*Work item*: Retype all of the data shown below, keeping every character the same.

*Exercise data*:

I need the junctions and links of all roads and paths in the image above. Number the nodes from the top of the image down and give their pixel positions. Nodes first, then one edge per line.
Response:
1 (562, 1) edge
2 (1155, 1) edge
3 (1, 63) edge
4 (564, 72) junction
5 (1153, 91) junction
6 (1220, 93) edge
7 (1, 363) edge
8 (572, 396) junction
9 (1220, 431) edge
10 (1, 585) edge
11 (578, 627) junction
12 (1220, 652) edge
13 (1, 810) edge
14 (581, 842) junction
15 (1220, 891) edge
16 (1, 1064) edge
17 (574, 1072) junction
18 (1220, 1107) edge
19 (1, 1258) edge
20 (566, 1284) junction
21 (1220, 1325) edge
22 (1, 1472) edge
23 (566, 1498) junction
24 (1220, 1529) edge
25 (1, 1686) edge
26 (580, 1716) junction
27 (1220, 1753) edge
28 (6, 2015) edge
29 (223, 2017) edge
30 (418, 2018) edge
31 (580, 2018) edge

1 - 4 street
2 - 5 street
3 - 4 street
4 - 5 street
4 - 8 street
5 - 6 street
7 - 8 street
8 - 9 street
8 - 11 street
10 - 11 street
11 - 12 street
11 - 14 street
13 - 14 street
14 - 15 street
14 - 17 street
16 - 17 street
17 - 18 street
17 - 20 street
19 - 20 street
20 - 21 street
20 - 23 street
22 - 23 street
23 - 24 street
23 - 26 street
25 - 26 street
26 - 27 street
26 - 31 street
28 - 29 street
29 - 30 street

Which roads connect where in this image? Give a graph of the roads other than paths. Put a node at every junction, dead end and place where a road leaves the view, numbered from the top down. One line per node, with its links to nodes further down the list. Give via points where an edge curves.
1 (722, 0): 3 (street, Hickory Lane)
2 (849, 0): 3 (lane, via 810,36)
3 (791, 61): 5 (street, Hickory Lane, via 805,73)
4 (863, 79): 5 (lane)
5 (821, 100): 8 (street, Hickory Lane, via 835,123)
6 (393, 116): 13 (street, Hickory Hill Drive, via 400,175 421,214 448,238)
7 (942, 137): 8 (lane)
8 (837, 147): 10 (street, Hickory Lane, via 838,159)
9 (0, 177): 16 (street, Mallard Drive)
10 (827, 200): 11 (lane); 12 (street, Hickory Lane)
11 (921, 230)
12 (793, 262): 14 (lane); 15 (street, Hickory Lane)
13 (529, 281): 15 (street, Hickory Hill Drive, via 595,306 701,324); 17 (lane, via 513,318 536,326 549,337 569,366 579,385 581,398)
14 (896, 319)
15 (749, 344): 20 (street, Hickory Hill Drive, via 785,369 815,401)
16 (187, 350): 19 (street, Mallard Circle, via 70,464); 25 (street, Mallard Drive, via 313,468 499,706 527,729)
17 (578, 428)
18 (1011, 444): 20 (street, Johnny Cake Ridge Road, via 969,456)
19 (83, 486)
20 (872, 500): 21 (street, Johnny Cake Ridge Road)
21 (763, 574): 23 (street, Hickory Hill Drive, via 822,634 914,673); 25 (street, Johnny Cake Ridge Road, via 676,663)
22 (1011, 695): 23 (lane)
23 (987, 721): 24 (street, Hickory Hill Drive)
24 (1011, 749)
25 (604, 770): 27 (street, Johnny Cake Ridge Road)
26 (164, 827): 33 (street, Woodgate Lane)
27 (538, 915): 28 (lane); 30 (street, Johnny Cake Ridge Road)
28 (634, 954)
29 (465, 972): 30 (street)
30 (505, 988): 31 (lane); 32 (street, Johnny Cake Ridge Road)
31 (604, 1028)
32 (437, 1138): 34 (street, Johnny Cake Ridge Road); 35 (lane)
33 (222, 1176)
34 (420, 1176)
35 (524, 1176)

*Result of this exercise*:
I need the junctions and links of all roads and paths in the image above. Number the nodes from the top of the image down and give their pixel positions. Nodes first, then one edge per line.
Response:
1 (562, 1) edge
2 (1155, 1) edge
3 (1, 63) edge
4 (564, 72) junction
5 (1153, 91) junction
6 (1220, 93) edge
7 (1, 363) edge
8 (572, 396) junction
9 (1220, 431) edge
10 (1, 585) edge
11 (578, 627) junction
12 (1220, 652) edge
13 (1, 810) edge
14 (581, 842) junction
15 (1220, 891) edge
16 (1, 1064) edge
17 (574, 1072) junction
18 (1220, 1107) edge
19 (1, 1258) edge
20 (566, 1284) junction
21 (1220, 1325) edge
22 (1, 1472) edge
23 (566, 1498) junction
24 (1220, 1529) edge
25 (1, 1686) edge
26 (580, 1716) junction
27 (1220, 1753) edge
28 (6, 2015) edge
29 (223, 2017) edge
30 (418, 2018) edge
31 (580, 2018) edge

1 - 4 street
2 - 5 street
3 - 4 street
4 - 5 street
4 - 8 street
5 - 6 street
7 - 8 street
8 - 9 street
8 - 11 street
10 - 11 street
11 - 12 street
11 - 14 street
13 - 14 street
14 - 15 street
14 - 17 street
16 - 17 street
17 - 18 street
17 - 20 street
19 - 20 street
20 - 21 street
20 - 23 street
22 - 23 street
23 - 24 street
23 - 26 street
25 - 26 street
26 - 27 street
26 - 31 street
28 - 29 street
29 - 30 street

Which roads connect where in this image? Give a graph of the roads other than paths. Put a node at every junction, dead end and place where a road leaves the view, numbered from the top down. One line per node, with its links to nodes further down the list. Give via points where an edge curves.
1 (722, 0): 3 (street, Hickory Lane)
2 (849, 0): 3 (lane, via 810,36)
3 (791, 61): 5 (street, Hickory Lane, via 805,73)
4 (863, 79): 5 (lane)
5 (821, 100): 8 (street, Hickory Lane, via 835,123)
6 (393, 116): 13 (street, Hickory Hill Drive, via 400,175 421,214 448,238)
7 (942, 137): 8 (lane)
8 (837, 147): 10 (street, Hickory Lane, via 838,159)
9 (0, 177): 16 (street, Mallard Drive)
10 (827, 200): 11 (lane); 12 (street, Hickory Lane)
11 (921, 230)
12 (793, 262): 14 (lane); 15 (street, Hickory Lane)
13 (529, 281): 15 (street, Hickory Hill Drive, via 595,306 701,324); 17 (lane, via 513,318 536,326 549,337 569,366 579,385 581,398)
14 (896, 319)
15 (749, 344): 20 (street, Hickory Hill Drive, via 785,369 815,401)
16 (187, 350): 19 (street, Mallard Circle, via 70,464); 25 (street, Mallard Drive, via 313,468 499,706 527,729)
17 (578, 428)
18 (1011, 444): 20 (street, Johnny Cake Ridge Road, via 969,456)
19 (83, 486)
20 (872, 500): 21 (street, Johnny Cake Ridge Road)
21 (763, 574): 23 (street, Hickory Hill Drive, via 822,634 914,673); 25 (street, Johnny Cake Ridge Road, via 676,663)
22 (1011, 695): 23 (lane)
23 (987, 721): 24 (street, Hickory Hill Drive)
24 (1011, 749)
25 (604, 770): 27 (street, Johnny Cake Ridge Road)
26 (164, 827): 33 (street, Woodgate Lane)
27 (538, 915): 28 (lane); 30 (street, Johnny Cake Ridge Road)
28 (634, 954)
29 (465, 972): 30 (street)
30 (505, 988): 31 (lane); 32 (street, Johnny Cake Ridge Road)
31 (604, 1028)
32 (437, 1138): 34 (street, Johnny Cake Ridge Road); 35 (lane)
33 (222, 1176)
34 (420, 1176)
35 (524, 1176)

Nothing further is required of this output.